In TrustedHttpClientImpl, there is a DEFAULT_SOCKET_TIMEOUT defined as passed to the execute method, but it is never used.
We had a problem where our engage crashed and the admin stopped dispatching jobs, even after the engage node came back up.
The logs indicated that there was a job dispatched to engage at the exact time it crashed and then the next job dispatched was only when admin was restarted hours later.
It seemed that the request never timed out and the JobDispatcher thread hung when dispatching to engage.
I was able to replicate this problem in our development environment using the debugger to pause the code at exact that point on engage.

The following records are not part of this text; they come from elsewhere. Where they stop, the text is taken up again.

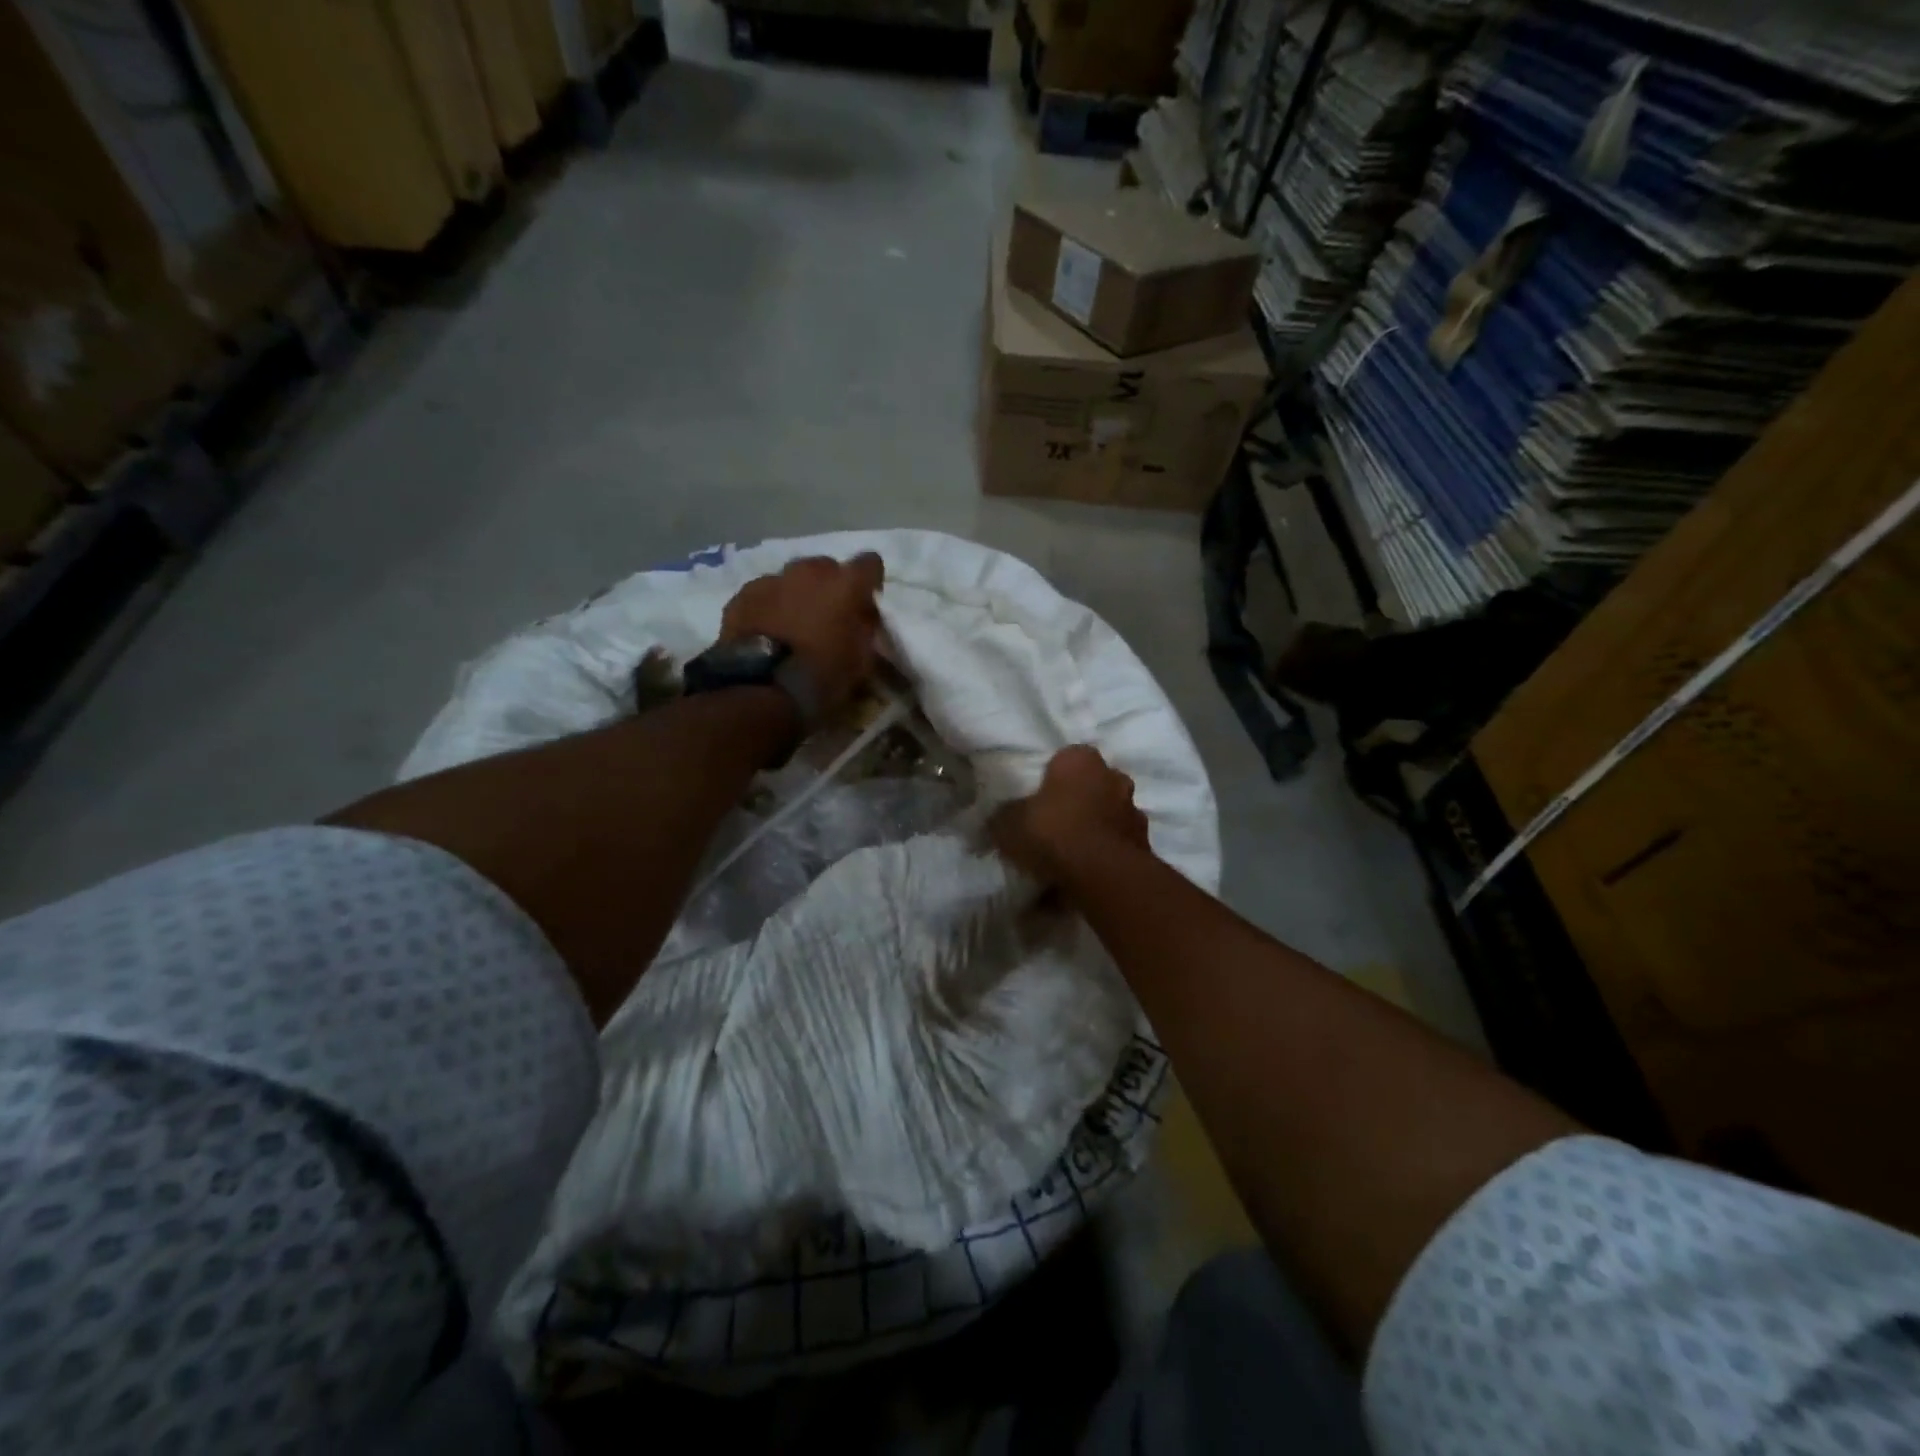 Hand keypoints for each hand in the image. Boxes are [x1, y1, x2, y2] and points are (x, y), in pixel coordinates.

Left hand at [719, 552, 884, 717]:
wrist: (762, 689)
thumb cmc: (821, 677)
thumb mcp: (861, 660)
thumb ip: (865, 628)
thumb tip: (862, 616)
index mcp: (845, 584)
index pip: (870, 563)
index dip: (870, 581)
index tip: (865, 602)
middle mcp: (810, 571)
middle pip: (826, 567)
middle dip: (830, 587)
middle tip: (827, 617)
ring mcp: (773, 579)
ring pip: (792, 579)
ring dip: (798, 595)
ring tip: (792, 625)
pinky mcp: (743, 594)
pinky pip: (764, 593)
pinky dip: (769, 606)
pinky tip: (766, 630)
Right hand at [990, 745, 1150, 887]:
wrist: (1101, 873)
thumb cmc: (1052, 831)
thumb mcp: (1008, 822)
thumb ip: (1004, 816)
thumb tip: (998, 819)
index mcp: (1081, 759)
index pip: (1066, 758)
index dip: (1051, 778)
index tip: (1038, 799)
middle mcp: (1114, 777)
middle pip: (1093, 785)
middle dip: (1079, 801)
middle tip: (1055, 824)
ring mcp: (1134, 810)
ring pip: (1109, 814)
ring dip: (1096, 828)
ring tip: (1072, 853)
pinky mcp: (1145, 843)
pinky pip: (1118, 844)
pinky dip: (1106, 854)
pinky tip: (1088, 872) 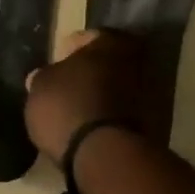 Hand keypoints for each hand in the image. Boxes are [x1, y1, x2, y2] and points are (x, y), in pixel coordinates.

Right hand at [24, 30, 161, 168]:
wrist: (105, 156)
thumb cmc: (67, 108)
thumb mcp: (40, 88)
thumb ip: (44, 76)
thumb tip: (44, 75)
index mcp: (110, 43)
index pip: (89, 37)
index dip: (71, 48)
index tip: (59, 60)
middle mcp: (137, 62)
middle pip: (109, 62)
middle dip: (92, 71)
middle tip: (70, 84)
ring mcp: (150, 94)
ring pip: (119, 87)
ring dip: (103, 95)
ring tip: (79, 109)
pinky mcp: (154, 126)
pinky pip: (125, 113)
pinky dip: (111, 116)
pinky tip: (92, 127) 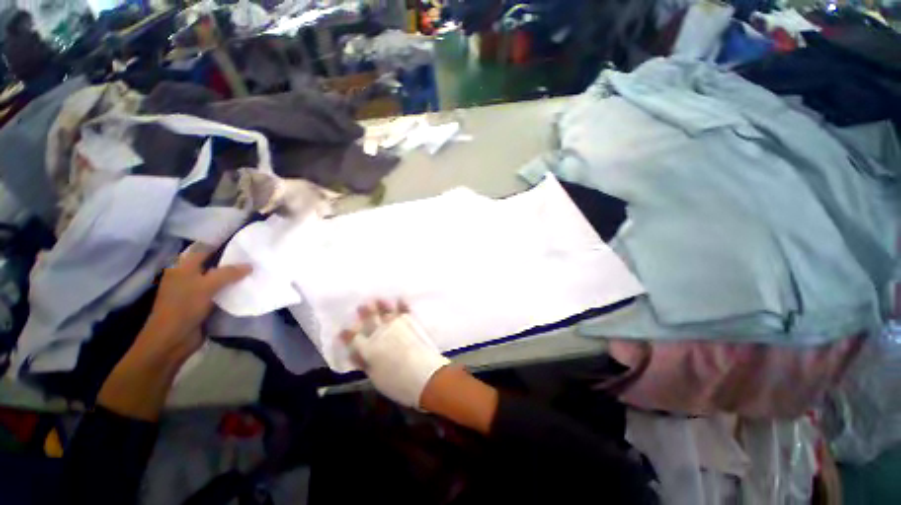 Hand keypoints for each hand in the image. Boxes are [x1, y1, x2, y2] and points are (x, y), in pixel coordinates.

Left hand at [98, 246, 250, 420]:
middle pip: (212, 262)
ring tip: (255, 269)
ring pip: (217, 277)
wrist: (172, 340)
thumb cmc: (184, 308)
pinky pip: (220, 291)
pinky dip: (231, 288)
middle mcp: (188, 275)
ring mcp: (195, 290)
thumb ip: (228, 273)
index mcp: (182, 267)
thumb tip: (250, 264)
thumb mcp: (206, 286)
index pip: (204, 248)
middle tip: (253, 255)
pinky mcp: (202, 303)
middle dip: (231, 259)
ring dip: (233, 275)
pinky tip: (246, 286)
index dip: (221, 243)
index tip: (243, 240)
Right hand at [340, 300, 450, 408]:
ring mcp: (397, 325)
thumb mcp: (376, 379)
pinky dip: (402, 304)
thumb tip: (356, 355)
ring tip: (378, 299)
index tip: (343, 330)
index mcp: (368, 349)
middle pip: (370, 321)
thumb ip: (366, 364)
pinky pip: (405, 311)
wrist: (426, 376)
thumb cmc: (399, 384)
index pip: (354, 339)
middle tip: (361, 306)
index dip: (347, 335)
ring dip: (381, 305)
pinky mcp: (411, 323)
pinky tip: (400, 298)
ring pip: (386, 312)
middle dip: (364, 313)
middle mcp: (380, 333) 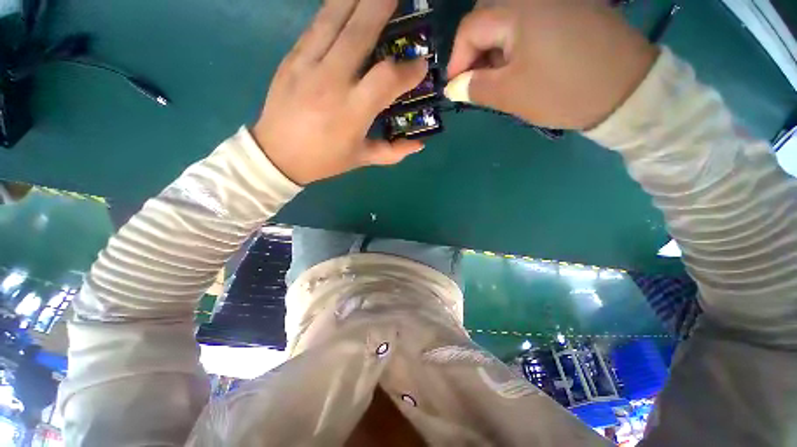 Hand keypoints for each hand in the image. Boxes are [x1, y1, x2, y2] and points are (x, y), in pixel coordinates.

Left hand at [252, 0, 427, 184]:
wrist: (277, 155)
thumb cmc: (324, 160)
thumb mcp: (362, 159)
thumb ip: (393, 152)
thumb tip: (420, 144)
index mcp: (352, 112)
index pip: (387, 79)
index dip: (408, 69)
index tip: (421, 65)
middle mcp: (331, 82)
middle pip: (360, 33)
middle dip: (383, 8)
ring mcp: (308, 65)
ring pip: (334, 19)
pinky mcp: (291, 58)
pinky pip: (316, 25)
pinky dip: (334, 9)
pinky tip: (347, 3)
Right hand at [446, 0, 658, 129]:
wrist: (627, 89)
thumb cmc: (562, 91)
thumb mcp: (510, 94)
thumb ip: (475, 87)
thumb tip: (452, 87)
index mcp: (518, 10)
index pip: (470, 28)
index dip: (457, 59)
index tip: (455, 87)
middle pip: (487, 19)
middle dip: (475, 54)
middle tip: (476, 83)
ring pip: (508, 21)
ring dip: (495, 51)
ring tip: (499, 79)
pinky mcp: (570, 9)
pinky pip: (530, 21)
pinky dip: (516, 44)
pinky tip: (521, 66)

Is this an issue in 2.x / 3.x / develop? It doesn't seem like this code change made it beyond 1.7.
Pull request #1185
I've been staring at the code and I note that in retryAuthAndRequestAfterNonceTimeout() it doesn't reset the connectionTimeout on the new HttpClient it creates, this may also be applicable to the socketTimeout
Yes, it's been working for us for a long time. It's a very small change and I will create a patch.
Did you try the 60s socket timeout? Do you have a patch for this?